### Supplied information

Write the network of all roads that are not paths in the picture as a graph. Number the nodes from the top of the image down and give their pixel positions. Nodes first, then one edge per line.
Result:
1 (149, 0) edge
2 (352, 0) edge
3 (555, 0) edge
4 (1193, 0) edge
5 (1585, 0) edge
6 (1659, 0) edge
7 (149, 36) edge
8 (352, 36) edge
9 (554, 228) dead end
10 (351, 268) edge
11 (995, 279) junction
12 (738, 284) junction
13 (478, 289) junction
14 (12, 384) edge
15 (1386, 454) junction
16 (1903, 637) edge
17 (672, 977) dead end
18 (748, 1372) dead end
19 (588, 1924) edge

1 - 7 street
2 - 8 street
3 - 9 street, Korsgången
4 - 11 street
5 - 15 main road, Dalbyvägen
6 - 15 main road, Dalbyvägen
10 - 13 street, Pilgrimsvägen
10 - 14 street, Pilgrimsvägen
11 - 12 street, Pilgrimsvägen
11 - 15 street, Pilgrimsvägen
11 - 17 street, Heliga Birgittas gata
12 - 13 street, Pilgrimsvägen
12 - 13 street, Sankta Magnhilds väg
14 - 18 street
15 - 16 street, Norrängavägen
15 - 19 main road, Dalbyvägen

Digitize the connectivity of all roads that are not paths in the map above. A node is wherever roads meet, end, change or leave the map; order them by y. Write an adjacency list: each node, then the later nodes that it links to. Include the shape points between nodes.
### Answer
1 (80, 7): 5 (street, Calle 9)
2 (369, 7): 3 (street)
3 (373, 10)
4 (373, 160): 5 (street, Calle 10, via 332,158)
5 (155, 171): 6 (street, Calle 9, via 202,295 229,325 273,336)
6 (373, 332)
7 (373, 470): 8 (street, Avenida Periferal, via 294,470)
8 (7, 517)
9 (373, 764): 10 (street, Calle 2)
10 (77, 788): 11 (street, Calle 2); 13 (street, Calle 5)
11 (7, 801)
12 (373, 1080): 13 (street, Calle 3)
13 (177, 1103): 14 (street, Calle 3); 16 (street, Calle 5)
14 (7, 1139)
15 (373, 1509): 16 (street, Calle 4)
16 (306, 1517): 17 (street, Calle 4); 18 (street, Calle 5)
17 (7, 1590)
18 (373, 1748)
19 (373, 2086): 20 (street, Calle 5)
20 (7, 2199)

######

§ Instructions for the task
How many lines in the records above contain the word "that"? Reply with the number and nothing more.

§ Reply to the task
2